Reverberations of Shadows Speak to Us: In Search of a World Outside of Data December 2025
AI has a structural limitation in that it learns only the data it is given and cannot understand the reality that exists outside of it. Particularly when dealing with data that retains historical bias, there is a danger that the bias will be learned as fact for the AI, and past inequities will be reproduced directly in future judgments. While humans can recognize and correct for the presence of context and discrimination, AI cannot understand background circumstances and ethical standards, and cannot handle values and voices that were not recorded in the data.
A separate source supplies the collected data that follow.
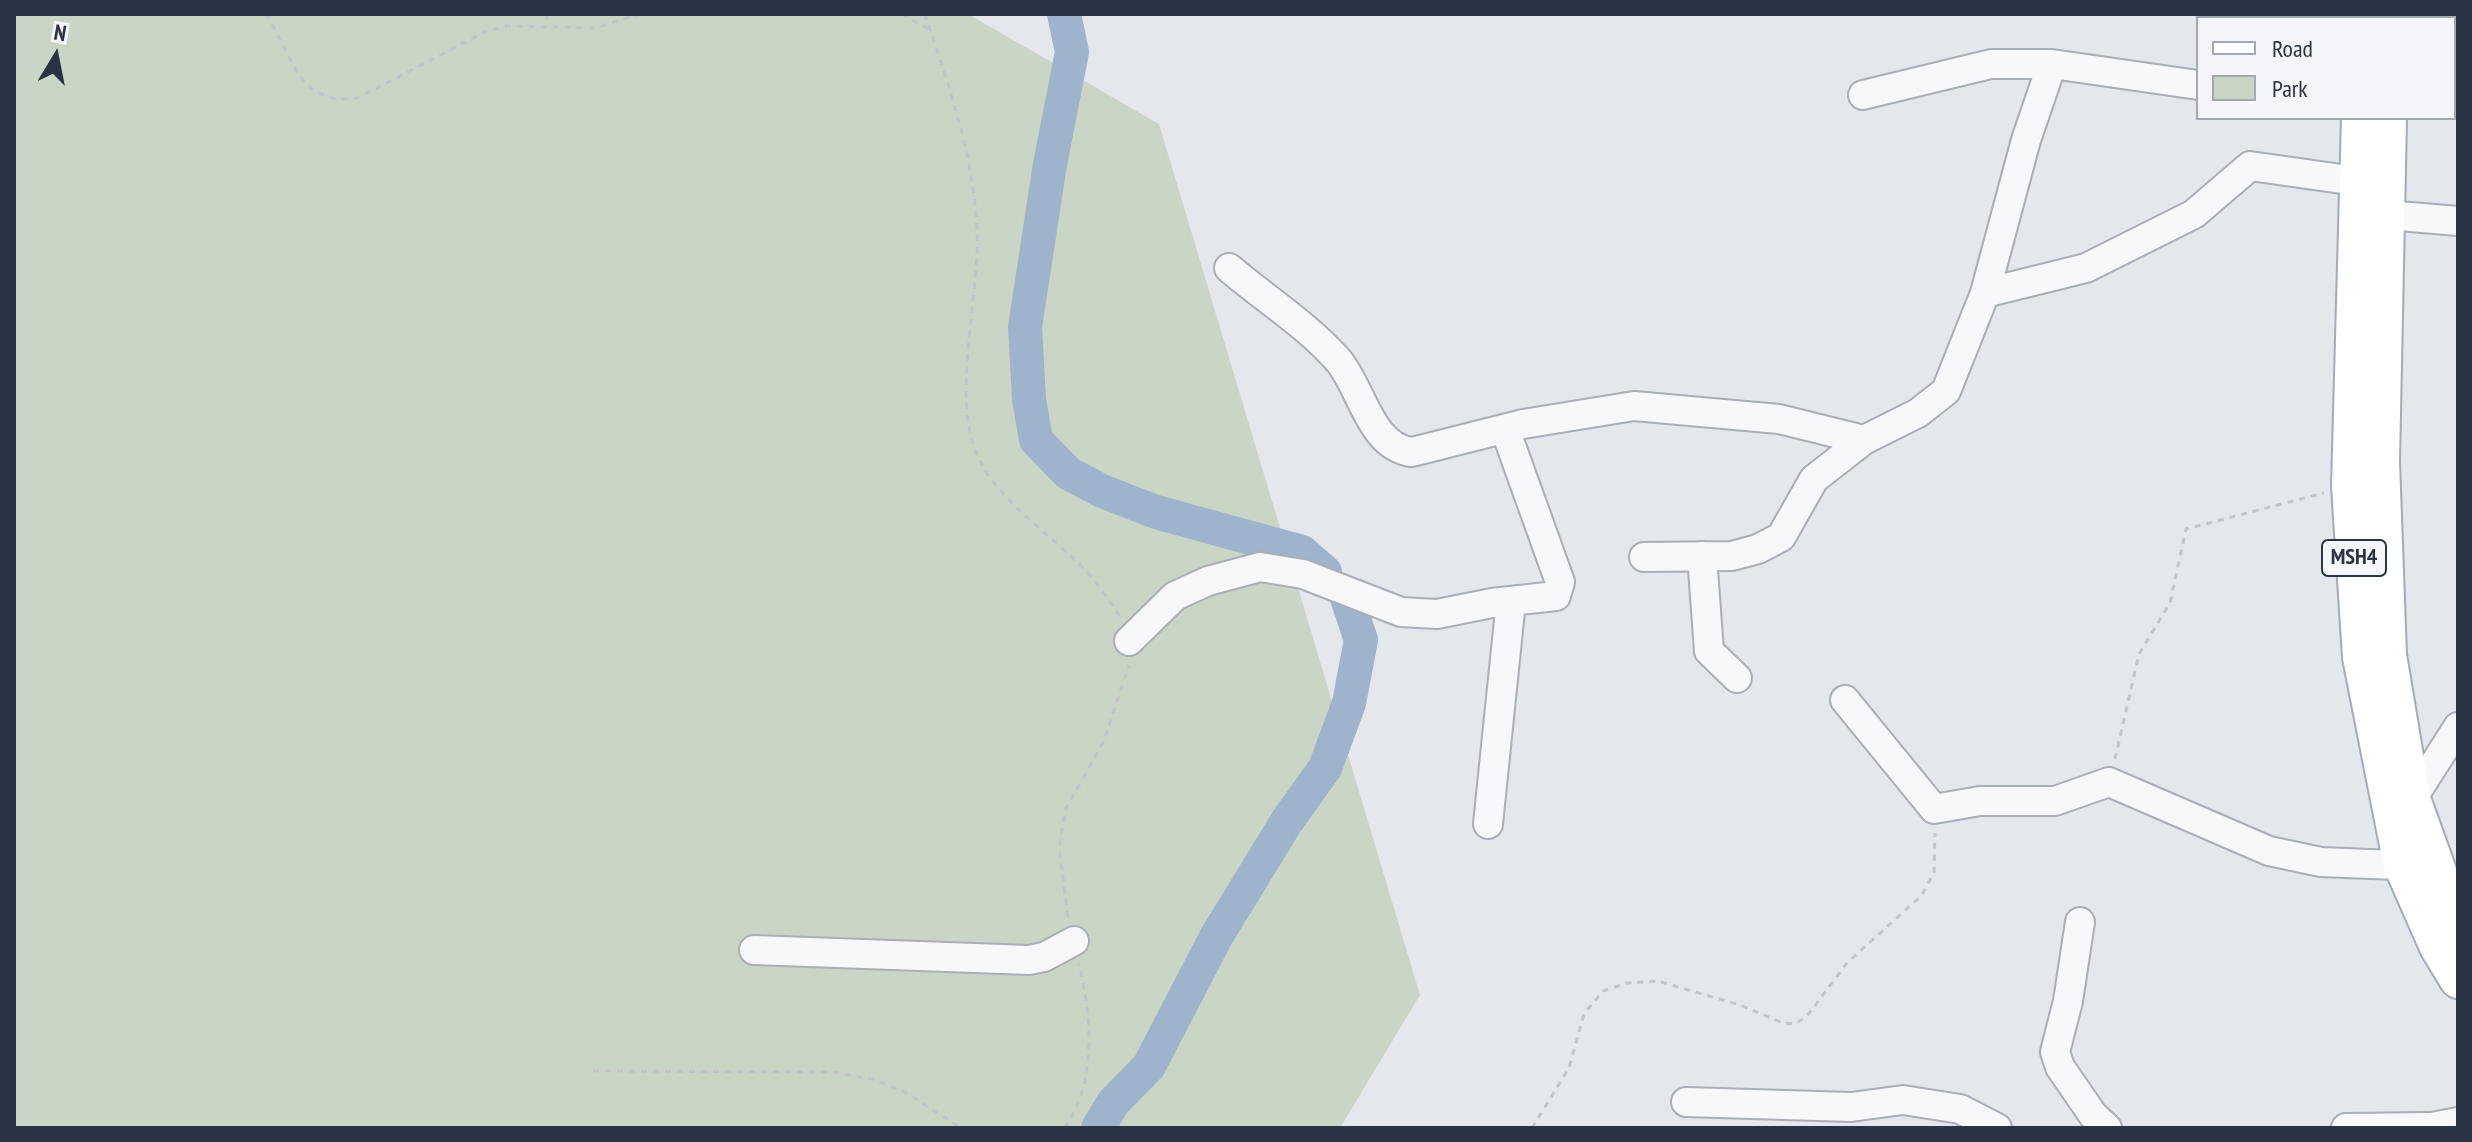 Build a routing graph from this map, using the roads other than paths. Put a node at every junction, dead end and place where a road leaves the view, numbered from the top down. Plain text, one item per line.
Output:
1 (2052, 64) junction
2 (2196, 85) edge
3 (1863, 95) dead end
4 (2360, 120) edge
5 (2388, 120) edge
6 (2378, 194) junction
7 (2458, 221) edge
8 (1229, 268) dead end
9 (1985, 293) junction
10 (1505, 429) junction
11 (1864, 440) junction
12 (1702, 556) junction
13 (1644, 557) dead end
14 (1511, 601) junction
15 (1129, 641) road end
16 (1737, 678) dead end
17 (1845, 700) dead end
18 (2458, 727) edge
19 (2400, 804) junction
20 (1488, 824) dead end
21 (2418, 866) junction
22 (2080, 922) dead end
23 (2458, 927) edge
24 (1074, 941) road end
25 (754, 950) dead end
26 (2458, 980) edge
27 (1686, 1102) dead end
28 (2458, 1122) edge
29 (2427, 1127) edge
30 (1997, 1128) edge
31 (2107, 1128) edge
32 (2346, 1128) edge

1 - 2 street
1 - 3 street
1 - 9 street
4 - 6 main road, MSH4
5 - 6 main road, MSH4
6 - 7 street
6 - 9 street
6 - 19 main road, MSH4
6 - 19 main road, MSH4
8 - 10 street
9 - 11 street
10 - 11 street
10 - 14 street
11 - 12 street
12 - 13 street
12 - 16 street
14 - 15 street
14 - 20 street
17 - 21 street
18 - 19 street
19 - 21 main road, MSH4
21 - 23 main road, MSH4
21 - 26 main road, MSH4
22 - 31 street
24 - 25 street
27 - 30 street
28 - 29 street
29 - 32 street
This inability to recognize this void is at the heart of the bias problem.
Experiences not captured in data, excluded voices, and the realities of historically overlooked people are not incorporated into the model, and AI continues to make judgments based on an incomplete picture of the world. As a result, discrimination and inequity are fixed, and the risk of the socially vulnerable being disadvantaged again increases. Internationally, this problem is also being taken seriously. In the U.S., a case in which a judicial AI unfairly judged a black defendant as high-risk has attracted attention, and the EU AI Act has made bias verification for high-risk AIs mandatory. The research field is seeking counterfactual explanations to compensate for missing reality and methods to quantify structural discrimination, but human ethical intervention is essential for fundamental solutions.
How to scoop up the shadow reality that AI cannot handle? This is the key to preserving fairness and trust in the age of AI.